I didn’t blame or resent the Gods anymore. The creativity of their punishment impressed me actually. But, most importantly, it worked. I am a reformed man. And now, the God’s have granted me the ultimate gift of all. I can right the wrong I committed all those lifetimes ago.
They told me the only way to pay for 7,000 lost innocent lives was to give back 7,000 lives in the form of punishment. That’s what was needed to balance the scales of justice. I gave them 6,999 damned lifetimes and I plan to dedicate my final life to the world and the people who have no idea what I was about to do to them today.
​
The king did find love and he brought peace and prosperity not only to his land, but the people of Kataria, and all surrounding nations and people as well. He was an ally to everyone and a savior to those less fortunate. He was revered as the greatest king to ever live.

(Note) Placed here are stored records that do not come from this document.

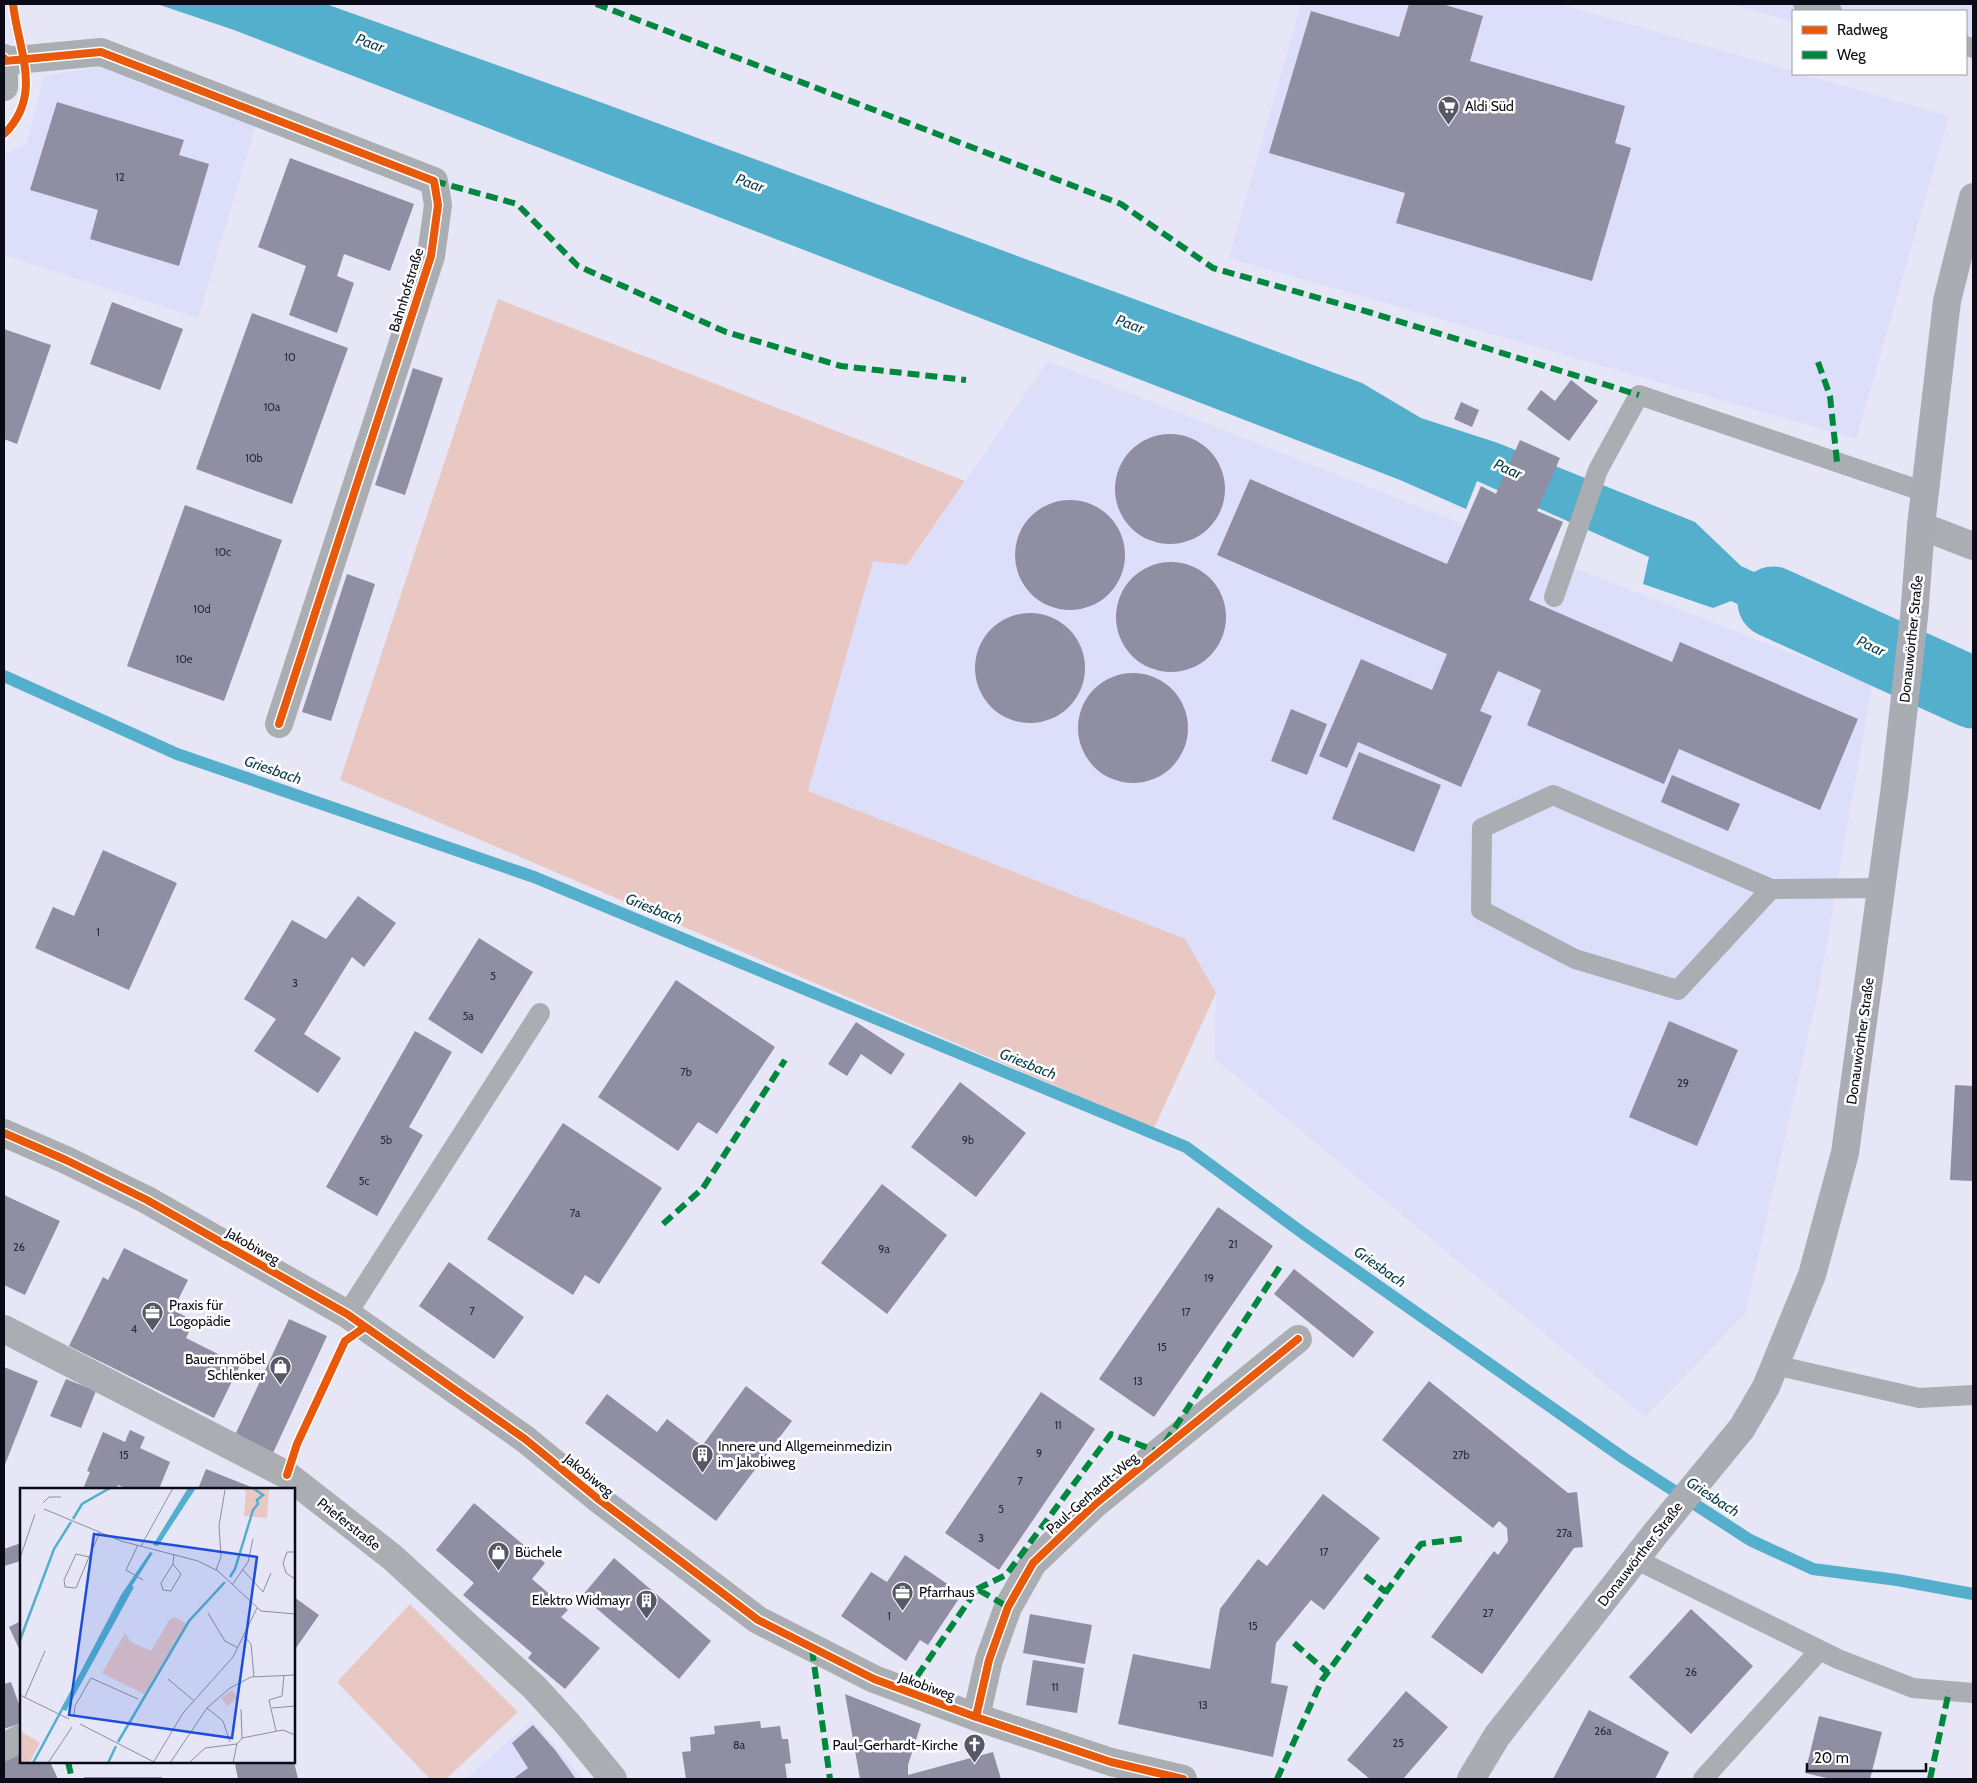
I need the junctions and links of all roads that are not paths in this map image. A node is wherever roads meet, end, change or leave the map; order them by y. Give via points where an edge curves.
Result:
1 (1803, 4) edge
2 (1828, 10) edge
3 (4, 69) edge
4 (1973, 197) edge
5 (1925, 492) junction
6 (1921, 526) junction
7 (1973, 546) edge
8 (1554, 597) dead end
9 (279, 724) dead end
10 (1881, 888) junction
11 (1771, 889) junction
12 (540, 1013) dead end
13 (4, 1133) edge
14 (347, 1314) junction
15 (4, 1329) edge
16 (1298, 1339) dead end
17 (1775, 1365) junction
18 (1973, 1395) edge
19 (284, 1482) edge
20 (295, 1490) edge
21 (1636, 1559) junction
22 (1820, 1650) junction
23 (1973, 1693) edge
24 (976, 1717) junction
25 (20, 1738) edge
26 (4, 1746) edge
27 (1105, 1771) edge
28 (613, 1779) edge
29 (1183, 1779) edge
30 (1471, 1779) edge
31 (1703, 1779) edge

1 - 2 lane
3 - 9 street, Bahnhofstraße via 101,52 434,180 438,205 431,256
4 - 5 main road, Donauwörther Straße via 1947,301
5 - 6 main road, Donauwörther Straße
5 - 8 lane via 1639,395 1598,470
6 - 7 street
6 - 10 main road, Donauwörther Straße via 1914,617
10 - 11 lane
10 - 17 main road, Donauwörther Straße via 1845,1153 1812,1275
11 - 11 lane via 1554,795 1482,828 1481,910 1574,959 1678,990
12 - 14 lane
13 - 14 street, Jakobiweg via 154,1204
14 - 24 street, Jakobiweg via 525,1439 758,1620 874,1679
15 - 19 street, Prieferstraße
16 - 24 street, Paul-Gerhardt-Weg via 1094,1505 1033,1563 1008,1607 989,1660
17 - 18 lane via 1919,1398
17 - 21 main road, Donauwörther Straße via 1742,1428
20 - 28 street, Prieferstraße via 392,1557 534,1686
21 - 22 lane
21 - 30 main road, Donauwörther Straße via 1497,1736
22 - 23 lane via 1913,1688
22 - 31 lane
24 - 27 street, Jakobiweg
25 - 26 street
27 - 29 street, Jakobiweg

He sired seven children, and on his death bed, during his final moments, he was surrounded by his children, his grandchildren, friends, and all the servants under his employ. There wasn’t a dry eye in the house.
“Do not fear death for I have died 6,999 times before. But out of all my lives, this one has been my favorite because I had you.” He bopped his granddaughter on the nose.
“Grandpapa you have the silliest stories,” she giggled.
The great king smiled lovingly at his granddaughter and took his last breath. His for real last breath.